**RECORDS TO PROCESS:**
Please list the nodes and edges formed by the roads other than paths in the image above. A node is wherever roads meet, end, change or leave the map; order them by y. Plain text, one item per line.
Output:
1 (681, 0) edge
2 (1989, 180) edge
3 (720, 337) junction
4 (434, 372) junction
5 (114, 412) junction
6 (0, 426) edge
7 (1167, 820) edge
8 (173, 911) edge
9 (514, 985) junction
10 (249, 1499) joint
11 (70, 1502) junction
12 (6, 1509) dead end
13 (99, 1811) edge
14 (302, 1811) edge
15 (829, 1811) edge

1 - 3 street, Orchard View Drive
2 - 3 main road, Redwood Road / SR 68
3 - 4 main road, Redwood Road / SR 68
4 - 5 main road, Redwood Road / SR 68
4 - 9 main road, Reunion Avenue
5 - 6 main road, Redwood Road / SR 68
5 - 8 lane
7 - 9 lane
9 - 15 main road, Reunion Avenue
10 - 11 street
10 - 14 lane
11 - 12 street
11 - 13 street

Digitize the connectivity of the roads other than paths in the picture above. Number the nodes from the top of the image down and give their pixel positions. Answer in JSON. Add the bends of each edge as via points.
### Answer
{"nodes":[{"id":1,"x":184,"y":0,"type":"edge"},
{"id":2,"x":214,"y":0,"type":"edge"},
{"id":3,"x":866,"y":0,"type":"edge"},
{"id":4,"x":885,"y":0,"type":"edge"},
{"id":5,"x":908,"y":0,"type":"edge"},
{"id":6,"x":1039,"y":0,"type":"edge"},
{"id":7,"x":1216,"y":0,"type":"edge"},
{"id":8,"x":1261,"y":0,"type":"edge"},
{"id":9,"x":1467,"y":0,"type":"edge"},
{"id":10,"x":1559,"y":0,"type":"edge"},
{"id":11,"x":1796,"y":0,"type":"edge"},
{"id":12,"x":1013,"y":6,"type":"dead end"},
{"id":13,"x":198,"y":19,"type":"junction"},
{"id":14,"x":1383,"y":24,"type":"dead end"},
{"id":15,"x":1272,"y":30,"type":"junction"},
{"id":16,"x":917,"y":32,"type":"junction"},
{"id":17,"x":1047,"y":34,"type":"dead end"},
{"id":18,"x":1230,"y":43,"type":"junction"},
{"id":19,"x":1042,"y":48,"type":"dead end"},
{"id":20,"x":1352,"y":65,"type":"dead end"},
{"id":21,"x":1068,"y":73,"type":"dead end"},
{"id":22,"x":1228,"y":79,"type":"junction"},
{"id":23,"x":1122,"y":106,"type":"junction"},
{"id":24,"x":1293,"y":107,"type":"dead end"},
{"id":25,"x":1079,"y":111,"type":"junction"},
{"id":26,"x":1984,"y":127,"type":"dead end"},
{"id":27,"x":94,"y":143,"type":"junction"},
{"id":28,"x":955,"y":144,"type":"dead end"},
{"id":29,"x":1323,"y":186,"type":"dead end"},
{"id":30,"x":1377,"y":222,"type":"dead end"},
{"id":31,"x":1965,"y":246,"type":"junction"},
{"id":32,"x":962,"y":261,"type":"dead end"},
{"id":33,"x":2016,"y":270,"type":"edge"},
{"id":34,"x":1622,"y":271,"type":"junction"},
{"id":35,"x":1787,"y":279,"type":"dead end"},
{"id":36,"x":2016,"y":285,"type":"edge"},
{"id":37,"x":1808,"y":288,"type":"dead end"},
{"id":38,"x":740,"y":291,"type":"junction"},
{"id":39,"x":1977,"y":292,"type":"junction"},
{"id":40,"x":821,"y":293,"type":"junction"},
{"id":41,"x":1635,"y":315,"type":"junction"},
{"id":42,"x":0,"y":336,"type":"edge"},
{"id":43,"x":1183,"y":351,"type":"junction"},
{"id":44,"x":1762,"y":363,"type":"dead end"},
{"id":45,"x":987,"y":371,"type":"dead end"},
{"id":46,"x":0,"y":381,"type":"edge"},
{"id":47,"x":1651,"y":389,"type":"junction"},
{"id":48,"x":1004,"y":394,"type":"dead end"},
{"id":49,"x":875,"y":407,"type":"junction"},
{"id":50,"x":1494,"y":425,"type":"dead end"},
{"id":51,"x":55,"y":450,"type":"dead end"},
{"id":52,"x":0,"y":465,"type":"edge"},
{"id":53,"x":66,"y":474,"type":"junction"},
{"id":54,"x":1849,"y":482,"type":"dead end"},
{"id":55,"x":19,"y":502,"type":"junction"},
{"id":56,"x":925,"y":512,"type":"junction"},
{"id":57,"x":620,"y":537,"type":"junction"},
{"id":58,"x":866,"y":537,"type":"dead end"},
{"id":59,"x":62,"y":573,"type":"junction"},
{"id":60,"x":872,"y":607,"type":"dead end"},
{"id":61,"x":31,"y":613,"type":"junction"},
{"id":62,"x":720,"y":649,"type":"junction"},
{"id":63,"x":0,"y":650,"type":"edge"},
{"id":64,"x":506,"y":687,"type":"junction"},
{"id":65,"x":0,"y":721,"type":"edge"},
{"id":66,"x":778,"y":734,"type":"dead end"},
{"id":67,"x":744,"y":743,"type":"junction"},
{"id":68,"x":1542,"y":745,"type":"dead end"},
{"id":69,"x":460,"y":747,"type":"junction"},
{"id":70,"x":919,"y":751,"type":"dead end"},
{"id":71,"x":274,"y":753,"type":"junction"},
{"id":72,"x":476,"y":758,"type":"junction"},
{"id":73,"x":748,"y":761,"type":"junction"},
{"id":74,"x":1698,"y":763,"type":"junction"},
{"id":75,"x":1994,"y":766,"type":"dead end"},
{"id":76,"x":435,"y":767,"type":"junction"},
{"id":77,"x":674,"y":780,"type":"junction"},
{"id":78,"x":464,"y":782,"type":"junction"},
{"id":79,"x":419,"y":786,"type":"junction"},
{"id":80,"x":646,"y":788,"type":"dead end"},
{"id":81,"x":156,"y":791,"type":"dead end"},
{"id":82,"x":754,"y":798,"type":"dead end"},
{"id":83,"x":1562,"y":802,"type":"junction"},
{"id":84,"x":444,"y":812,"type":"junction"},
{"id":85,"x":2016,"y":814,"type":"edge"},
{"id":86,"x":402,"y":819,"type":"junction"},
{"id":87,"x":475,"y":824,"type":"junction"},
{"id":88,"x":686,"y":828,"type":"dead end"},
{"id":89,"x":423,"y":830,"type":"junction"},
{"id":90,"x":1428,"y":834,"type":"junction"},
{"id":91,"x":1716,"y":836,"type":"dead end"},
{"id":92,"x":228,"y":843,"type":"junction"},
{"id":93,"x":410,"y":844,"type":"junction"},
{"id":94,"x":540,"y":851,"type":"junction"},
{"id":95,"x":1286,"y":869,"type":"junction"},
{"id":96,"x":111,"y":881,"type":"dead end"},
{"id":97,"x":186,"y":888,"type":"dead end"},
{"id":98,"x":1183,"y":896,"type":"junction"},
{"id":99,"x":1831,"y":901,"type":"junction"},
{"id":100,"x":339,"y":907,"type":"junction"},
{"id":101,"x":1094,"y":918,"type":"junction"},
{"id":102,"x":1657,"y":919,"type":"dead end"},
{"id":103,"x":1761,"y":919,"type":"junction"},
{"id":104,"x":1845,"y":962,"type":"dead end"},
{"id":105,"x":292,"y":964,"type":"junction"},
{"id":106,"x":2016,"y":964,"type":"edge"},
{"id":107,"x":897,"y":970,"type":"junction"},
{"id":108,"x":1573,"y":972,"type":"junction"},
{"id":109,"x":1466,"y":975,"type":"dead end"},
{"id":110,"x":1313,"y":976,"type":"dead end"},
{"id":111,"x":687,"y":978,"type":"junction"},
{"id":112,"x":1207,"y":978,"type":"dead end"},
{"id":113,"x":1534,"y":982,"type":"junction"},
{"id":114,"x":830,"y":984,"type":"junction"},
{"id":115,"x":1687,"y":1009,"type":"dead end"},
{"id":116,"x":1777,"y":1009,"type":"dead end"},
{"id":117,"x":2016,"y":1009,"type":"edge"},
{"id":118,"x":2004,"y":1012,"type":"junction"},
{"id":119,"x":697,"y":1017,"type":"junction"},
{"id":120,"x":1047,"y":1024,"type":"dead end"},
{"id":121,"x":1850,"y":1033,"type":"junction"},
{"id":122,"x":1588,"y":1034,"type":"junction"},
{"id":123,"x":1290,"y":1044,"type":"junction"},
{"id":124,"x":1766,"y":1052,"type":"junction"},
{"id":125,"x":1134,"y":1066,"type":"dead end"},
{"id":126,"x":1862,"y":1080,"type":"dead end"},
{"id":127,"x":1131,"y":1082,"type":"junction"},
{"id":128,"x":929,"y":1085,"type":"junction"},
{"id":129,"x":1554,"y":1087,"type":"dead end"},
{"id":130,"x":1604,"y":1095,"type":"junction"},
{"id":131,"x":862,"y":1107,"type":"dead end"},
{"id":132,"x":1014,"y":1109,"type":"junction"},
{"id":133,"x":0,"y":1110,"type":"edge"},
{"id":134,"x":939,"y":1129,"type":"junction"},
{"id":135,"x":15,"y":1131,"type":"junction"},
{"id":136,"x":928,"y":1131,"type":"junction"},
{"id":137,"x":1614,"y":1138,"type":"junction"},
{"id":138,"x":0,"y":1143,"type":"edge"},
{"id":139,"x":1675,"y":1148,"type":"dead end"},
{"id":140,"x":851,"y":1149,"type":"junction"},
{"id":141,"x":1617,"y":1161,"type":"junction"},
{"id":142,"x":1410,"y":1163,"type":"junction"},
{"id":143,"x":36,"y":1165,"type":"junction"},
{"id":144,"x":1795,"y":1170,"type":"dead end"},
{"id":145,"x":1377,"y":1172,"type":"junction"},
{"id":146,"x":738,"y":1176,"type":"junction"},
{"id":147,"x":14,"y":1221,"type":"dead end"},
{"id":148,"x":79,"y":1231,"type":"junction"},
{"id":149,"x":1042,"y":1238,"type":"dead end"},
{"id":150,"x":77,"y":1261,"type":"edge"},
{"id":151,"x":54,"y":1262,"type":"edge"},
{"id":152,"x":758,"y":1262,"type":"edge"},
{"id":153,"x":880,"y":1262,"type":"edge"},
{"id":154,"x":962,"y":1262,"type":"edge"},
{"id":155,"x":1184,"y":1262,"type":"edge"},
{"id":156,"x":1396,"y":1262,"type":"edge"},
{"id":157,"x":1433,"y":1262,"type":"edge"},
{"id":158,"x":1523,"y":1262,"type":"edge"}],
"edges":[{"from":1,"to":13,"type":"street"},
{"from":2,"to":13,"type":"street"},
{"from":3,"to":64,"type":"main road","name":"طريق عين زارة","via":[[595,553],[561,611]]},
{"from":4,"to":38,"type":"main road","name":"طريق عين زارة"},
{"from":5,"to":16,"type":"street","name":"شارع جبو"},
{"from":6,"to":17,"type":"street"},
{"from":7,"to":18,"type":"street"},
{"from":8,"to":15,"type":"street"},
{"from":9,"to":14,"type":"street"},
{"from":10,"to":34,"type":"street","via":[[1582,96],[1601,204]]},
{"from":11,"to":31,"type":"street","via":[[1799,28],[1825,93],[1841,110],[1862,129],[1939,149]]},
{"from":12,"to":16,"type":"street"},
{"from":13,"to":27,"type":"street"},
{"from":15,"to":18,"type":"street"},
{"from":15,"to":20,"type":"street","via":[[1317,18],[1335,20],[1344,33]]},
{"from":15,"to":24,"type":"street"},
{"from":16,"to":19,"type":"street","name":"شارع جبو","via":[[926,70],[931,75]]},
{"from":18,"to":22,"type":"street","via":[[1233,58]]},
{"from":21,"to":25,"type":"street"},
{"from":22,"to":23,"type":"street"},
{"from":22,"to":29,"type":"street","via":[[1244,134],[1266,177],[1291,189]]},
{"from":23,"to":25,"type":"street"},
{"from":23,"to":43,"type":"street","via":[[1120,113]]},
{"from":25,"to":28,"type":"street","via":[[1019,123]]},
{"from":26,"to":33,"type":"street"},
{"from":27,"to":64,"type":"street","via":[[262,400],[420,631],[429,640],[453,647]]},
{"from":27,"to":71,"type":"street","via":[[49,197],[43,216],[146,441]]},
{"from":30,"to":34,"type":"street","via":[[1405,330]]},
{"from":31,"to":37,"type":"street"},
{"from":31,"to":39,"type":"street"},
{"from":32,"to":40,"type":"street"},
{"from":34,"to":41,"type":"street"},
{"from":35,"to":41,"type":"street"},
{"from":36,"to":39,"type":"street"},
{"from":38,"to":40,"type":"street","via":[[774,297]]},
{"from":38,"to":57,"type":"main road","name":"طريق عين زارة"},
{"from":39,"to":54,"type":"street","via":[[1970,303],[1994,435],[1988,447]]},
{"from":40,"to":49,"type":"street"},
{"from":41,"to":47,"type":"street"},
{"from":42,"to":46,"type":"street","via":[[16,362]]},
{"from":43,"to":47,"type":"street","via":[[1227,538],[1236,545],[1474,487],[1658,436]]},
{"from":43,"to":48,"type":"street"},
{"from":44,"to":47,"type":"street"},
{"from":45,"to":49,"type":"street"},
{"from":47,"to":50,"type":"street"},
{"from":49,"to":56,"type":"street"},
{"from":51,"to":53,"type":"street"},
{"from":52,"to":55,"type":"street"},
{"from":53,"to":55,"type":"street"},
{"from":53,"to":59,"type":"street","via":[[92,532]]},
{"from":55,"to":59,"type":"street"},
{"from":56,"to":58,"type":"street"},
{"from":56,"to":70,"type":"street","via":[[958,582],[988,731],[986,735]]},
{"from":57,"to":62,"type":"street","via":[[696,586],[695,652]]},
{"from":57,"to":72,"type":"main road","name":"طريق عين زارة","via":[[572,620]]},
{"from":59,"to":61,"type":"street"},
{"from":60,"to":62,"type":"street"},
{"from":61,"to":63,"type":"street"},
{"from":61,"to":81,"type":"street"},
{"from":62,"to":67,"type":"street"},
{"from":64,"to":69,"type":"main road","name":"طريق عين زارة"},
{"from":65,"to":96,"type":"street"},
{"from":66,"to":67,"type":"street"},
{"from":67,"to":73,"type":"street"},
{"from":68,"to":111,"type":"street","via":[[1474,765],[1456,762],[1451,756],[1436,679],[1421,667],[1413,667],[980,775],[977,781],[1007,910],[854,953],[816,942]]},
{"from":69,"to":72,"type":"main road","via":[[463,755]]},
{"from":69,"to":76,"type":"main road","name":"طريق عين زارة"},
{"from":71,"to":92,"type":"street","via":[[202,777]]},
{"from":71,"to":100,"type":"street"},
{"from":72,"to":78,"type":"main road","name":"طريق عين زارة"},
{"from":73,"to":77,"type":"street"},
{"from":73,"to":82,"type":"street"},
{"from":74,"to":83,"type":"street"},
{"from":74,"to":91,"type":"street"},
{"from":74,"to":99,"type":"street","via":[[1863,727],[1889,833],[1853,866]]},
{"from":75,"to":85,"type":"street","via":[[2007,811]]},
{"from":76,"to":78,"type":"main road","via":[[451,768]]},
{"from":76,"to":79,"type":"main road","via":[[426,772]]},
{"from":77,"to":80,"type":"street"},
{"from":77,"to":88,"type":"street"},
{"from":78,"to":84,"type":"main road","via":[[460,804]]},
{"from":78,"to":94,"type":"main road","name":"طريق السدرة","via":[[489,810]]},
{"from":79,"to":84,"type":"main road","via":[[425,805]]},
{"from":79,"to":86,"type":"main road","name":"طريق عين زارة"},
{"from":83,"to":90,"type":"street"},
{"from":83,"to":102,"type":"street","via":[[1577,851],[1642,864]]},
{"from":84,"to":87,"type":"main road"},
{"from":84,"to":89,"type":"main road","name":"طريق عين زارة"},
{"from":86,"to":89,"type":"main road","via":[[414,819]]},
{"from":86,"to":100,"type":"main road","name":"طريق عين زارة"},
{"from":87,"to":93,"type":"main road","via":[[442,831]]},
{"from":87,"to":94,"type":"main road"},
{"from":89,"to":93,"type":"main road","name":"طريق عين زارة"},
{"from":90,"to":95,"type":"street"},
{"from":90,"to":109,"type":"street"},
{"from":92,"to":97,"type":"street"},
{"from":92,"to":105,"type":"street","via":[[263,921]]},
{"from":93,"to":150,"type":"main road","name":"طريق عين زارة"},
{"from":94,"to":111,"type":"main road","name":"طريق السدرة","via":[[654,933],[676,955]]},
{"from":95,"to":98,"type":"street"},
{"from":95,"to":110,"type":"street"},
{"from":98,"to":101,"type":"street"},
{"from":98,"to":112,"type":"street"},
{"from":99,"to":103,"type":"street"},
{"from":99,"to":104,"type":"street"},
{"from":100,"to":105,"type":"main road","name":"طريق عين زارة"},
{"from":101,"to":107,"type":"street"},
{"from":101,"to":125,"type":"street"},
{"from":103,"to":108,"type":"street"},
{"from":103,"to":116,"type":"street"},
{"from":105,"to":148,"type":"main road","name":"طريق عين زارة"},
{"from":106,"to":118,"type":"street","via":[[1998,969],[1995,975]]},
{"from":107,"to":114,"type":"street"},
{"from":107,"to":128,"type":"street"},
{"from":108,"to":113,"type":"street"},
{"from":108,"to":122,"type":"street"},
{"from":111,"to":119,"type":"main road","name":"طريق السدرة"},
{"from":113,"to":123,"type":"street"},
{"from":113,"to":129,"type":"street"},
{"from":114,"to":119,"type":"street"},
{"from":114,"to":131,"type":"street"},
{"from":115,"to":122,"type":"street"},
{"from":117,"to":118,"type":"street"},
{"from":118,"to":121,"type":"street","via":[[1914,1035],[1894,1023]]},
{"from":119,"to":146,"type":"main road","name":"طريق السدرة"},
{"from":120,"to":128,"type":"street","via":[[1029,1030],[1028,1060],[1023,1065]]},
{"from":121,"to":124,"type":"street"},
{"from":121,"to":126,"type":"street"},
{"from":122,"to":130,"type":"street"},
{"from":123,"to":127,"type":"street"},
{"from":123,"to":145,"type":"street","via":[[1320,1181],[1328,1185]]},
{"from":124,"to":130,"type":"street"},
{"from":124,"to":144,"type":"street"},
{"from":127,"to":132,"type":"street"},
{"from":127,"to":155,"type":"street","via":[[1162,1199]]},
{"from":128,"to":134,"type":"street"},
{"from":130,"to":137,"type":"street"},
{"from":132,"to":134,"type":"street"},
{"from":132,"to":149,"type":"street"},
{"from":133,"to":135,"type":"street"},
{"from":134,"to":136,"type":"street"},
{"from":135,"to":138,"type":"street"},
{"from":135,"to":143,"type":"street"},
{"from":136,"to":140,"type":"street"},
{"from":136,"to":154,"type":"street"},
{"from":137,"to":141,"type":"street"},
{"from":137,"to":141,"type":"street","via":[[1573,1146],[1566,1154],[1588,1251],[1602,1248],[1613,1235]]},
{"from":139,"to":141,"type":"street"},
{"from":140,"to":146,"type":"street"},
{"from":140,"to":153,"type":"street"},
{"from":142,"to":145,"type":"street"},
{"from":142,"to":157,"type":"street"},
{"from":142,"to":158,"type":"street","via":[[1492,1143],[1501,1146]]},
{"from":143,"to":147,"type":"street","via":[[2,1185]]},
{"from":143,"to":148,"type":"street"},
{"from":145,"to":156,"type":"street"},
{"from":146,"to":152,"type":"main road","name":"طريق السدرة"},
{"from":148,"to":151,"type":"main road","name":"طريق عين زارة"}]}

**YOUR ASSIGNMENT:**
If a line in the records has the word "nodes", copy that line.

**PROBLEM SOLUTION:**
Please list the nodes and edges formed by the roads other than paths in the image above. A node is wherever roads meet, end, change or leave the map; order them by y. Plain text, one item per line.
Digitize the connectivity of the roads other than paths in the picture above. Number the nodes from the top of the image down and give their pixel positions. Answer in JSON. Add the bends of each edge as via points.
{"nodes":[{"id":1,"x":184,"y":0,"type":"edge"},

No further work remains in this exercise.